Earlier Wednesday afternoon, Elder Soares led Cardinal Orani Tempesta, the Catholic Archbishop of Rio de Janeiro, through the Latter-day Saints’ new Rio de Janeiro Brazil Temple.
Tempesta was accompanied by Deacon Nelson Augusto dos Santos Águia, secretary of the Commission of Ecumenism and Interreligious Dialogue for the Archdiocese of Rio de Janeiro.
Deacon Águia represented Cardinal Tempesta on the panel on Wednesday evening. He thanked Elder Soares for the open house tour during his remarks on the panel.
He spoke plainly about the need for religious believers to follow the divine examples and scripture and practice tolerance for each other and all people.

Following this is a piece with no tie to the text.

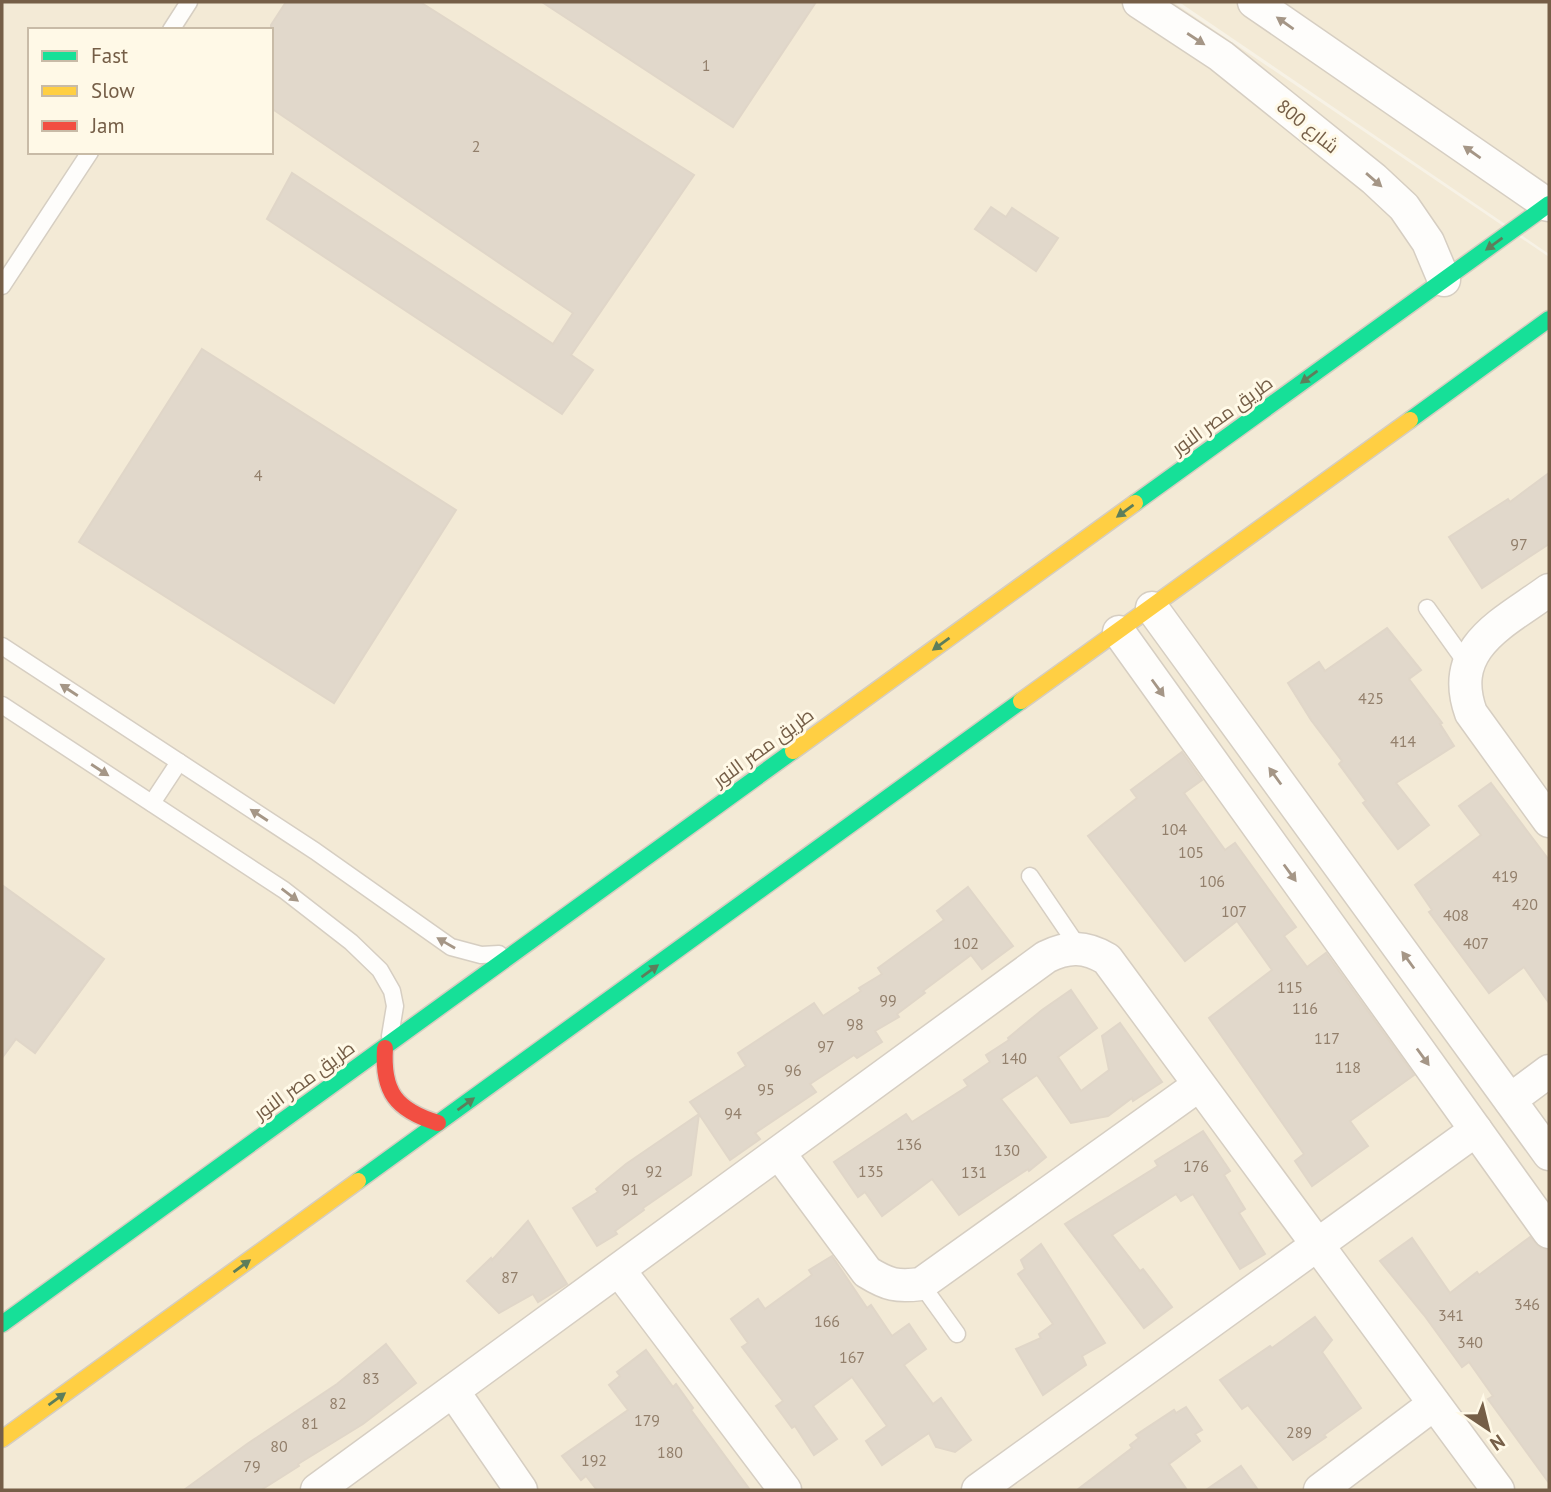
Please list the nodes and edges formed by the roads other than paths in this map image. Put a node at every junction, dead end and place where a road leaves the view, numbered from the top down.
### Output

“God is not the God of Catholics,” Deacon Águia said. “God is God. If anybody says I love God, but says, ‘I hate my brother,’ they are lying. If they hate their brother, how can they love God?”
He said religious persons who express hate are hypocrites.
“If we can summarize Jesus’ life, that is the synthesis. Love for God necessarily includes love for our brothers and sisters,” he said. “I’m sorry for stating the obvious, but the obvious is being forgotten.”
Elder Soares agreed.
“Today’s media environment pushes people to see these differences as a battle of winner-takes-all — a damaging worldview that says you have to lose for me to win,” he said.
Balance between competing interests is a more humane practice for democracy than war pitting one against another, Elder Soares added.
“In the political and civic arena, one way to establish the common good is to take a fairness for all approach,” he said. “Complicated issues such as immigration, sexuality, identity and religion call for extra empathy.”